Friday, September 19, 2008

Convert < and > to & lt; and & gt;

If you're trying to display HTML or XML tags on a web page, like in my previous post, most web publishing systems will swallow up the tags and the output will not be what you expect.

I came across this nice web converter that converts the < to & lt; and the > to & gt; allowing your content to remain unmangled.

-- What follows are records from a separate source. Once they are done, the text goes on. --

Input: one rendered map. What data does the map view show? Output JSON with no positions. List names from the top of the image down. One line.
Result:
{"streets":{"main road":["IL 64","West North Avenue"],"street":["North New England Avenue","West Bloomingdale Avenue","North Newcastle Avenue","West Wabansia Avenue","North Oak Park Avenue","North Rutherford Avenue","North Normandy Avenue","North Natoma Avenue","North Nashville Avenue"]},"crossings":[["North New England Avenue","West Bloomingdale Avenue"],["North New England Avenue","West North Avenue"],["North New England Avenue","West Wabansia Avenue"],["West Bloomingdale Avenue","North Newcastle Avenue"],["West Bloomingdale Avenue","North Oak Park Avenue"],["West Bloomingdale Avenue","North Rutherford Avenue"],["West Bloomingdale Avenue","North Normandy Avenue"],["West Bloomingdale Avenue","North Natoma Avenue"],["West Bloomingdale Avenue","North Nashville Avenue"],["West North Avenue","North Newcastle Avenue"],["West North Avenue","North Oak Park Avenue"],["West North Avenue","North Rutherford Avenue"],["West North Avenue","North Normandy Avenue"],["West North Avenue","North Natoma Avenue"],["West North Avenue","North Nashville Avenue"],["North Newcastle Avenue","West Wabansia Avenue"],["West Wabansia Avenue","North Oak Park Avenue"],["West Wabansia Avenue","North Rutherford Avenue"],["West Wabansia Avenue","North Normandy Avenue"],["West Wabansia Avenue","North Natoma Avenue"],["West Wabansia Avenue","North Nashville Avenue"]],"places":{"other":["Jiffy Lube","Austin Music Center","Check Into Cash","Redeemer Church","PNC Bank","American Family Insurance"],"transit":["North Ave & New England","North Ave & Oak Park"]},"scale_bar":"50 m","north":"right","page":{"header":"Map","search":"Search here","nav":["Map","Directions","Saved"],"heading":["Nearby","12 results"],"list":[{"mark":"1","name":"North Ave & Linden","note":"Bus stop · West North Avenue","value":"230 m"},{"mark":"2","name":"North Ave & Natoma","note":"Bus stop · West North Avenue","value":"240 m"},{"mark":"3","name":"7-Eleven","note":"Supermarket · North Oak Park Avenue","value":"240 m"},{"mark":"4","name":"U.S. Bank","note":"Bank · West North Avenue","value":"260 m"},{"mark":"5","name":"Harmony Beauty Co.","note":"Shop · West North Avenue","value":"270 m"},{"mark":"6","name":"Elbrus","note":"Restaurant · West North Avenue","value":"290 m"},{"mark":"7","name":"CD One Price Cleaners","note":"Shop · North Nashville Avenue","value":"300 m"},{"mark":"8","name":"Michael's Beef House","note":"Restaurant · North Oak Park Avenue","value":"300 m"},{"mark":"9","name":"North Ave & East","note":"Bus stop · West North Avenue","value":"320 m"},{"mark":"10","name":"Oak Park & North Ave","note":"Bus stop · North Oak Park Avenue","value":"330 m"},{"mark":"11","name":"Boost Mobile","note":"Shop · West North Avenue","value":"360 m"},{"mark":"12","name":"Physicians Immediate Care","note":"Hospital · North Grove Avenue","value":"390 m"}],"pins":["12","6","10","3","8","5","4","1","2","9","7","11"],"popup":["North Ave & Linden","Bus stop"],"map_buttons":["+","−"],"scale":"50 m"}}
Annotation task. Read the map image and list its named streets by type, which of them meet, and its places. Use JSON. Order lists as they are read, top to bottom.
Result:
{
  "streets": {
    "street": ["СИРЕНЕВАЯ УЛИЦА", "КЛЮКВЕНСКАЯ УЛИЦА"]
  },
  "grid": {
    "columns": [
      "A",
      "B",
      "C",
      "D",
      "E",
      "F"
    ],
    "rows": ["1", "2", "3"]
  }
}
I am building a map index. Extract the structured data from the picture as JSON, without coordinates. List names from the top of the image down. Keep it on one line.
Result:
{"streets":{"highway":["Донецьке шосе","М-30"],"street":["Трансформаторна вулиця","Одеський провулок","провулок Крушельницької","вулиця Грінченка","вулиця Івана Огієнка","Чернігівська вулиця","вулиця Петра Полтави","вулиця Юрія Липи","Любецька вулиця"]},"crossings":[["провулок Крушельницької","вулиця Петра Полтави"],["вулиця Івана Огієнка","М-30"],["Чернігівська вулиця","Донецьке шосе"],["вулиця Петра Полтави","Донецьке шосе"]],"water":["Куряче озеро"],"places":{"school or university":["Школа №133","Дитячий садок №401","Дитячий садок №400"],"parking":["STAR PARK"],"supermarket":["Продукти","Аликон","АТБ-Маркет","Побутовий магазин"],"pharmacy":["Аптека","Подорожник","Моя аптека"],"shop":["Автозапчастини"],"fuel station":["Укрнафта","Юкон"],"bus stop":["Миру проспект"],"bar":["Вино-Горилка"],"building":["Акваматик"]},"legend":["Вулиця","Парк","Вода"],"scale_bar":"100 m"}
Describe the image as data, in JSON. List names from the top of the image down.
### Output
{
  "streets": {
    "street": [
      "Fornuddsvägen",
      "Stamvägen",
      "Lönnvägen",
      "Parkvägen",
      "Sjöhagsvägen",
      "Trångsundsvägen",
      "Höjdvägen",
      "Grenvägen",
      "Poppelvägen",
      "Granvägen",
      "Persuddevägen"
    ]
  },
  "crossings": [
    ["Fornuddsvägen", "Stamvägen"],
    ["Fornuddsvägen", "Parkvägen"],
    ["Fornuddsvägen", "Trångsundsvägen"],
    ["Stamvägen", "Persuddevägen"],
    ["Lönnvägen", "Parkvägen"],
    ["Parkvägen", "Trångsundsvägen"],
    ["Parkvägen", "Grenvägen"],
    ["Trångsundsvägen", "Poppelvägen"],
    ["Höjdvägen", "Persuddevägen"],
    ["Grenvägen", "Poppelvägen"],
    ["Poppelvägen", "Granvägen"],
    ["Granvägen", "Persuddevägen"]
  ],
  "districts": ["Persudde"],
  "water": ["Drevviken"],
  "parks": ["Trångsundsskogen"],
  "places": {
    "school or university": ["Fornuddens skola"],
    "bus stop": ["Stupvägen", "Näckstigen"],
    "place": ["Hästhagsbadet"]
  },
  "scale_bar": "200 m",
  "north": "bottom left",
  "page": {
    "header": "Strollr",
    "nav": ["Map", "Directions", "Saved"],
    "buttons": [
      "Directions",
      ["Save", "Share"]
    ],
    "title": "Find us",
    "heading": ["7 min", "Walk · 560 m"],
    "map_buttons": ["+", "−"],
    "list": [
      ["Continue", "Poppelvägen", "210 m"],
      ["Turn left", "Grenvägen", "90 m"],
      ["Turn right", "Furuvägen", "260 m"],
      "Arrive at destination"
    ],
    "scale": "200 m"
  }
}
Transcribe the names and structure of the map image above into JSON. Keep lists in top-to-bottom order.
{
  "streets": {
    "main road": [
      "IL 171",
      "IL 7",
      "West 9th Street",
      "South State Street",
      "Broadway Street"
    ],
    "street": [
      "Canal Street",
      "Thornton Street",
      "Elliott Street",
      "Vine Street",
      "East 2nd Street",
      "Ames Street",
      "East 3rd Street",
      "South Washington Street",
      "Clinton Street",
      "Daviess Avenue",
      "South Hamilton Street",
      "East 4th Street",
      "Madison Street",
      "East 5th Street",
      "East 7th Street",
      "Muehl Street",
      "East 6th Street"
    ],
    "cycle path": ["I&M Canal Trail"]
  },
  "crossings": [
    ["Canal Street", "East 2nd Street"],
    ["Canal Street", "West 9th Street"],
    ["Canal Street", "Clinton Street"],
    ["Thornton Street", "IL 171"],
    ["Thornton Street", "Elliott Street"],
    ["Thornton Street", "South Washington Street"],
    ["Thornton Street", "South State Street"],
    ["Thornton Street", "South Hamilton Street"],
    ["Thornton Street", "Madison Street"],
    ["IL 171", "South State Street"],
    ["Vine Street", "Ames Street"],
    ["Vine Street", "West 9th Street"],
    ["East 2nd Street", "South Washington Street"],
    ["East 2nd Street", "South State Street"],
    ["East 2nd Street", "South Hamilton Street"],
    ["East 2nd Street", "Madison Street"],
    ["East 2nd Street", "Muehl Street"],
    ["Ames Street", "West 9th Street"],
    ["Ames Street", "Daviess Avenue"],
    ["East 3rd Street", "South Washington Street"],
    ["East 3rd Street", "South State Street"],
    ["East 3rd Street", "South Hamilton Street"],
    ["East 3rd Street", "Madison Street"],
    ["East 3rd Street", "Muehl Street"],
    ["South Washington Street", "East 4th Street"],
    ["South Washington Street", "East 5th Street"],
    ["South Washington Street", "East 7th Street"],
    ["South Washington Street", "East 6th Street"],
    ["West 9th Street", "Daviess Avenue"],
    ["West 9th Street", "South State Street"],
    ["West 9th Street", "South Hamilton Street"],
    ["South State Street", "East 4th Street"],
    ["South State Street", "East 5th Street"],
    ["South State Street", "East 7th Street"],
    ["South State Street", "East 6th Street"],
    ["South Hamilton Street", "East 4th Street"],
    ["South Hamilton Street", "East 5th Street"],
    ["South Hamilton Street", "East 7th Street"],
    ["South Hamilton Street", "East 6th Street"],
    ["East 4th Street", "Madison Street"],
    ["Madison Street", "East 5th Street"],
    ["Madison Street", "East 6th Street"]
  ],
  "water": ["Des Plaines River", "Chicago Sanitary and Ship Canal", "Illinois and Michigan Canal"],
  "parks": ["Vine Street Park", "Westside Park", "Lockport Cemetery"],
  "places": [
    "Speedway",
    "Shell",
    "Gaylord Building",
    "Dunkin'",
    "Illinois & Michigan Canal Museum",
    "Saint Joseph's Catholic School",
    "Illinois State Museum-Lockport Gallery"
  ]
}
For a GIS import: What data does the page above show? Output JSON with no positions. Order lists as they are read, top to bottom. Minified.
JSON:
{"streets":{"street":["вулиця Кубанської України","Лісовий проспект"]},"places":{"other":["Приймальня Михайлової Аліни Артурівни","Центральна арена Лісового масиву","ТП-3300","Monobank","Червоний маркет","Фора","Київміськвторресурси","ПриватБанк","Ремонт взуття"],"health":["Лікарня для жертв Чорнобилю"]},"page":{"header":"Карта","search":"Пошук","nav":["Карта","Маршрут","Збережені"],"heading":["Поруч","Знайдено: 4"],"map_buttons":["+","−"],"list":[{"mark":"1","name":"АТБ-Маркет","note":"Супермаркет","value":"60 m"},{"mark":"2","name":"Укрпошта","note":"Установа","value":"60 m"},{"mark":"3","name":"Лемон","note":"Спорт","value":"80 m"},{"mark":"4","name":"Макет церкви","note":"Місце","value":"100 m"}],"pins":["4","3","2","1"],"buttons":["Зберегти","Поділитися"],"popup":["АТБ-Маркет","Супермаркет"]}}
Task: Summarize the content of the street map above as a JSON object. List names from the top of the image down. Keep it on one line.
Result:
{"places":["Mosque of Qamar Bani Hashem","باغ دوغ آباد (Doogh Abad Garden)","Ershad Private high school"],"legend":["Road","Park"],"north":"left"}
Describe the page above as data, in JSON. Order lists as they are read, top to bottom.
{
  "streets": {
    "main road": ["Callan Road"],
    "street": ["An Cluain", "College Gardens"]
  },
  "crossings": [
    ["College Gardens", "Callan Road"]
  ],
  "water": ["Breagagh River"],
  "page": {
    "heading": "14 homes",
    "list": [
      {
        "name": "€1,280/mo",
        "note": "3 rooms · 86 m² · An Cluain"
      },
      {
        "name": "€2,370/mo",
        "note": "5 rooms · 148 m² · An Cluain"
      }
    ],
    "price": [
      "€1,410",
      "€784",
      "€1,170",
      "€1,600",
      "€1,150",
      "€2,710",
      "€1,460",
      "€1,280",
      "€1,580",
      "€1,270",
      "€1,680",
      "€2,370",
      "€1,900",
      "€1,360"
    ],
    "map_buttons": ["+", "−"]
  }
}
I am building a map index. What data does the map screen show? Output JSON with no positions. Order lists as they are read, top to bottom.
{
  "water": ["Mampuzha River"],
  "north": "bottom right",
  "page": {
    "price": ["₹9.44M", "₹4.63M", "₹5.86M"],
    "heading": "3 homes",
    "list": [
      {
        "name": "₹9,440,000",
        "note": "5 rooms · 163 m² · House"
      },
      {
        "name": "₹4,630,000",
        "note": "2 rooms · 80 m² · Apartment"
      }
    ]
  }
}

How to encode double quotes and newlines inside a C# string

It turns out that this is not as easy as it seems. The syntax is kludgy. I found the answer on Gus Perez's blog

Imagine that you want this literal string in your C# code:
<GC xmlns:dt="urn:schemas-microsoft-com:datatypes">
<pInLotIDs x:dt="list">
<item dt:dt="string">108P091G-000</item>
</pInLotIDs>
</GC>


Then you have to code this in C# as:


string sInputData = @"
<GC xmlns:dt=""urn:schemas-microsoft-com:datatypes"">
<pInLotIDs CSIM:dt=""list"">
<item dt:dt=""string"">108P091G-000</item>
</pInLotIDs>
</GC>


Ugh!

Tuesday, September 16, 2008

ASP.NET tutorials

I have been learning ASP.NET using Visual Web Developer 2008 Express Edition. Along the way, I came across this structured set of ASP.NET tutorials at DotNetSpider. I want to give them a plug - although the tutorials could be polished some, they are very easy to follow and build up slowly on a good fundamental base. I am halfway through them right now.

I also like Visual Web Developer 2008 Express Edition - it is free to download, use and distribute applications.

My first blog post

I've really created this blog so that I can get an OpenID. This will allow me to log in to a promising new web site for programmers called StackOverflow. Check them out!